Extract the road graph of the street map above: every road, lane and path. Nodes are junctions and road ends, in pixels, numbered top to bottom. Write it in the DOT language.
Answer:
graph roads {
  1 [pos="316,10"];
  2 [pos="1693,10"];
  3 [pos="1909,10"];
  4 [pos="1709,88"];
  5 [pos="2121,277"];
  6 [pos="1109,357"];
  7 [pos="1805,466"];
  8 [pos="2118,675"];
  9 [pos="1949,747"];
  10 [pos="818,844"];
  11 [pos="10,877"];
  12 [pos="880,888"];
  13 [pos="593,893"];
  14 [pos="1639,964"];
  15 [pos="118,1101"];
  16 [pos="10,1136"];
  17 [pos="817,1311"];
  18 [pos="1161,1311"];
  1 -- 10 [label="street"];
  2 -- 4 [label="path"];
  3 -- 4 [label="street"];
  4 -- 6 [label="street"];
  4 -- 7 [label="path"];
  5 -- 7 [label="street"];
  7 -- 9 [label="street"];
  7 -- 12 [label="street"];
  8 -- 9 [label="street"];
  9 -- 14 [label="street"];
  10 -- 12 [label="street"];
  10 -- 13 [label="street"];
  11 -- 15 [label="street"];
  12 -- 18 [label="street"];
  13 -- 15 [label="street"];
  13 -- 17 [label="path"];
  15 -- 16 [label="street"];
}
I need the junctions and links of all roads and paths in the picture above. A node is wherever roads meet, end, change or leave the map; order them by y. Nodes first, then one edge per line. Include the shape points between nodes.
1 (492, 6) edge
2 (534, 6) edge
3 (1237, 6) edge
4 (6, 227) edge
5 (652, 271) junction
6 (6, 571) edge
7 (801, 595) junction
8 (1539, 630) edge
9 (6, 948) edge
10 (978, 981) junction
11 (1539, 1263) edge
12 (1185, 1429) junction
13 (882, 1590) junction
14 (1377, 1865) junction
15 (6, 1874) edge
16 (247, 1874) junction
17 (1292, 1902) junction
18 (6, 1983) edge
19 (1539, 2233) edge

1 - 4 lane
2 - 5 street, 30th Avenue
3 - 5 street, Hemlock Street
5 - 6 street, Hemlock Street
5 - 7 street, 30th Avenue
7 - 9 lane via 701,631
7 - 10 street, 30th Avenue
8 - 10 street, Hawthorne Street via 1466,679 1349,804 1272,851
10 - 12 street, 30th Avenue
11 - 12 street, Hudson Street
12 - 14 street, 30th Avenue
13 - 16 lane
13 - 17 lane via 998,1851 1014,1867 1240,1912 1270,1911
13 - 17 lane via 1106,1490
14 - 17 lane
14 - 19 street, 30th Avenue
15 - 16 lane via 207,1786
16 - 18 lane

§ **What the task asks**
Retype the whole listing, matching it exactly.

§ **Result of the exercise**
Extract the road graph of the street map above: every road, lane and path. Nodes are junctions and road ends, in pixels, numbered top to bottom. Write it in the DOT language.
Answer:
graph roads {
  1 [pos="316,10"];
  2 [pos="1693,10"];
  3 [pos="1909,10"];
  4 [pos="1709,88"];
  5 [pos="2121,277"];
  6 [pos="1109,357"];
  7 [pos="1805,466"];
  8 [pos="2118,675"];
  9 [pos="1949,747"];
  10 [pos="818,844"];
  11 [pos="10,877"];
  12 [pos="880,888"];
  13 [pos="593,893"];
  14 [pos="1639,964"];
  15 [pos="118,1101"];
  16 [pos="10,1136"];
  17 [pos="817,1311"];
  18 [pos="1161,1311"];
  1 -- 10 [label="street"];
  2 -- 4 [label="path"];
  3 -- 4 [label="street"];
  4 -- 6 [label="street"];
  4 -- 7 [label="path"];
  5 -- 7 [label="street"];
  7 -- 9 [label="street"];
  7 -- 12 [label="street"];
  8 -- 9 [label="street"];
  9 -- 14 [label="street"];
  10 -- 12 [label="street"];
  10 -- 13 [label="street"];
  11 -- 15 [label="street"];
  12 -- 18 [label="street"];
  13 -- 15 [label="street"];
  13 -- 17 [label="path"];
  15 -- 16 [label="street"];
}
I need the junctions and links of all roads and paths in the picture above. A node is wherever roads meet, end, change or leave the map; order them by y. Nodes first, then one edge per line. Include the shape points between nodes.
1 (492, 6) edge
2 (534, 6) edge
3 (1237, 6) edge
4 (6, 227) edge
5 (652, 271) junction
6 (6, 571) edge
7 (801, 595) junction
8 (1539, 630) edge
9 (6, 948) edge
10 (978, 981) junction
11 (1539, 1263) edge
12 (1185, 1429) junction
13 (882, 1590) junction
14 (1377, 1865) junction
15 (6, 1874) edge
16 (247, 1874) junction
17 (1292, 1902) junction
18 (6, 1983) edge
19 (1539, 2233) edge

1 - 4 lane
2 - 5 street, 30th Avenue
3 - 5 street, Hemlock Street
5 - 6 street, Hemlock Street
5 - 7 street, 30th Avenue
7 - 9 lane via 701,631
7 - 10 street, 30th Avenue
8 - 10 street, Hawthorne Street via 1466,679 1349,804 1272,851
10 - 12 street, 30th Avenue
11 - 12 street, Hudson Street
12 - 14 street, 30th Avenue
13 - 16 lane
13 - 17 lane via 998,1851 1014,1867 1240,1912 1270,1911
13 - 17 lane via 1106,1490
14 - 17 lane
14 - 19 street, 30th Avenue
15 - 16 lane via 207,1786
16 - 18 lane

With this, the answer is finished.